From the Guidelines
Conservative management for gout should prioritize lifestyle modifications and medication to control symptoms and prevent future attacks, with a focus on urate-lowering therapy (ULT) and anti-inflammatory prophylaxis, as recommended by the 2020 American College of Rheumatology guideline for the management of gout 1. The management of gout involves a combination of lifestyle modifications, pharmacologic treatments, and patient education. Key lifestyle modifications include:
- Maintaining a healthy weight
- Limiting alcohol consumption, especially beer and spirits
- Avoiding high-purine foods, such as organ meats, shellfish, and red meat
- Staying well-hydrated
- Encouraging low-fat dairy products and regular exercise
During an acute gout attack, first-line treatments include:
- NSAIDs, such as naproxen (500mg twice daily) or indomethacin (50mg three times daily) for 7-10 days
- Colchicine, effective when started early (1.2mg initially, followed by 0.6mg one hour later, then 0.6mg once or twice daily until symptoms resolve)
- Oral corticosteroids, such as prednisone (30-40mg daily, tapered over 7-10 days), for those who cannot take NSAIDs or colchicine
For long-term management in patients with recurrent attacks, urate-lowering therapy with allopurinol (starting at 100mg daily, gradually increasing to achieve serum uric acid below 6mg/dL) or febuxostat (40-80mg daily) is recommended 1. These medications work by reducing uric acid production, addressing the underlying cause of gout by preventing the formation and deposition of urate crystals in joints. Some important considerations for ULT include:
- Initiating ULT in all patients with tophaceous gout, radiographic damage due to gout, or frequent gout flares
- Using a low starting dose of allopurinol (≤100 mg/day) or febuxostat (≤40 mg/day)
- Titration of ULT dose guided by serial serum urate measurements, with an SU target of <6 mg/dL
- Concomitant anti-inflammatory prophylaxis therapy for a duration of at least 3–6 months when initiating ULT 1
From the FDA Drug Label
The dosage of allopurinol tablets to accomplish full control of gout and to lower serum uric acid to normal or near-normal levels varies with the severity of the disease. To reduce the possibility of flare-up of acute gouty attacks, it is recommended that the patient start with a low dose of allopurinol tablets (100 mg daily) and increase at weekly intervals by 100 mg until a serum uric acid level of 6 mg/dL or less is attained but without exceeding the maximal recommended dosage. The recommended conservative management for gout includes:
- Starting with a low dose of allopurinol (100 mg daily) and increasing at weekly intervals by 100 mg until a serum uric acid level of 6 mg/dL or less is attained
- Maintaining a neutral or slightly alkaline urine
- Having a fluid intake sufficient to yield a daily urinary output of at least 2 liters
- Monitoring serum uric acid levels and adjusting the dosage of allopurinol as needed to maintain a normal serum uric acid level 2
- Considering the use of colchicine or anti-inflammatory agents to suppress gouty attacks in some cases 2
- Adjusting the dosage of allopurinol based on the patient's renal function 2
From the Research
Conservative Management for Gout
- The recommended conservative management for gout includes non-pharmacological and pharmacological interventions 3, 4, 5, 6, 7.
- Non-pharmacological interventions include lifestyle modifications such as diet, weight loss, and avoidance of alcohol and fructose-rich foods 4, 7.
- Pharmacological interventions for acute gout attacks include:
- For long-term urate-lowering therapy, allopurinol and febuxostat are commonly used 4, 6, 7.
- Novel therapies such as verinurad, arhalofenate, and pegloticase are also being developed for the treatment of gout 7.
Treatment of Acute Gout Attacks
- NSAIDs, colchicine, and glucocorticoids are effective for relieving pain in acute gout attacks 3, 5.

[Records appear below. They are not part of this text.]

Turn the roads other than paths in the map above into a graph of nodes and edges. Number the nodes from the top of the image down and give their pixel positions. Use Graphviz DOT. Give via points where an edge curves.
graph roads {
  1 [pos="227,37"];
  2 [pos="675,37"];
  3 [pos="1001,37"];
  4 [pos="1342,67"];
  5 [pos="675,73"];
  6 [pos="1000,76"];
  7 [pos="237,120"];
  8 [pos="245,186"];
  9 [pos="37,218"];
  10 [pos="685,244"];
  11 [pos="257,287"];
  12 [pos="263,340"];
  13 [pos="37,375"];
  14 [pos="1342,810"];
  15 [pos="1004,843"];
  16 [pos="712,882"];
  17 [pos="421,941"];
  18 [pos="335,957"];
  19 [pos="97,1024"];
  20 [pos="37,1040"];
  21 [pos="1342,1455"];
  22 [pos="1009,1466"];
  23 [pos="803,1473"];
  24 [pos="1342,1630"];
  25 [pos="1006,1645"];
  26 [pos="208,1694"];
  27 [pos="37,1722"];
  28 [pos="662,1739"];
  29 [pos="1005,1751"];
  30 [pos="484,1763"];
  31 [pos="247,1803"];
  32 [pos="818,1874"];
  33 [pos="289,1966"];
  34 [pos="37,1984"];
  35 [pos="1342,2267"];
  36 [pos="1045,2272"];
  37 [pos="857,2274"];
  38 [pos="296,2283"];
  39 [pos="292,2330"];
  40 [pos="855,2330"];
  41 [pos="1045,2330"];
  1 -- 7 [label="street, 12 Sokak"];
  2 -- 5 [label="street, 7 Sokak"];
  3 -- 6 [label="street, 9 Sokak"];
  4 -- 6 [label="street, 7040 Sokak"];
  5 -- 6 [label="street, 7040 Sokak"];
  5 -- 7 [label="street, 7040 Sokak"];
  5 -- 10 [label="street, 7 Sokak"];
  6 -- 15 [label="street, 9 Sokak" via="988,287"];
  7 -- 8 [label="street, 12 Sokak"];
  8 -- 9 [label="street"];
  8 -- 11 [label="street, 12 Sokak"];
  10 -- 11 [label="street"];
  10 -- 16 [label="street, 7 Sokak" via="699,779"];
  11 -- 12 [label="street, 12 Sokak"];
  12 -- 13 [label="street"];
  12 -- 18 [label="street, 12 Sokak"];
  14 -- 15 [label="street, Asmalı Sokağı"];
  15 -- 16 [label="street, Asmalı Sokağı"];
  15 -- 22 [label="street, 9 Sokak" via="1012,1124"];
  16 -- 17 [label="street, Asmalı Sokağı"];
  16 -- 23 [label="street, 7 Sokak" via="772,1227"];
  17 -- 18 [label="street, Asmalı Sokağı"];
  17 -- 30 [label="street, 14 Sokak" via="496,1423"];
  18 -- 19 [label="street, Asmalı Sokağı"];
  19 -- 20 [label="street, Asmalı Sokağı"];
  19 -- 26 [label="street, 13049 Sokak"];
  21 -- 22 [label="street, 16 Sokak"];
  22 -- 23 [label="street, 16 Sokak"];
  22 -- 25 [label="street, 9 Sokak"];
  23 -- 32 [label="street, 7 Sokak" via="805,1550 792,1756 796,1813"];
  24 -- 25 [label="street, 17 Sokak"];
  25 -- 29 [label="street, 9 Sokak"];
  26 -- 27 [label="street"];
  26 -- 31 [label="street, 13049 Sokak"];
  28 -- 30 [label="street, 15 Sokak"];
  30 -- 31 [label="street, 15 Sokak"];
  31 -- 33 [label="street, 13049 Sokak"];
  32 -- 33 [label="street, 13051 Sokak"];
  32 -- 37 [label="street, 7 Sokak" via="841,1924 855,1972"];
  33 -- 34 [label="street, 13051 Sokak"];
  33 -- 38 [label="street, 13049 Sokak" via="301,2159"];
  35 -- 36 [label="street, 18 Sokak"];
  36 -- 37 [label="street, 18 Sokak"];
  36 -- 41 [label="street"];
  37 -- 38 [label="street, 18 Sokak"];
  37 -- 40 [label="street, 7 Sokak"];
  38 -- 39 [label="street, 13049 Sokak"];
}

- Low-dose colchicine has a comparable tolerability profile to placebo and a significantly lower side effect profile compared to high-dose colchicine 5.
- IL-1β inhibitory antibodies such as canakinumab are effective for arresting flares but are considered salvage therapies due to their high cost 5, 7.
Urate-Lowering Therapy
- Allopurinol is an agent of first choice for urate-lowering therapy, but screening for HLA*B58:01 mutation is recommended in certain populations to decrease the risk of allopurinol hypersensitivity syndrome 7.
- Febuxostat is another efficacious urate-lowering therapy, but has received a US FDA black box warning for cardiovascular safety 7.
- Novel uricosurics such as verinurad and arhalofenate are being developed for the treatment of gout 7.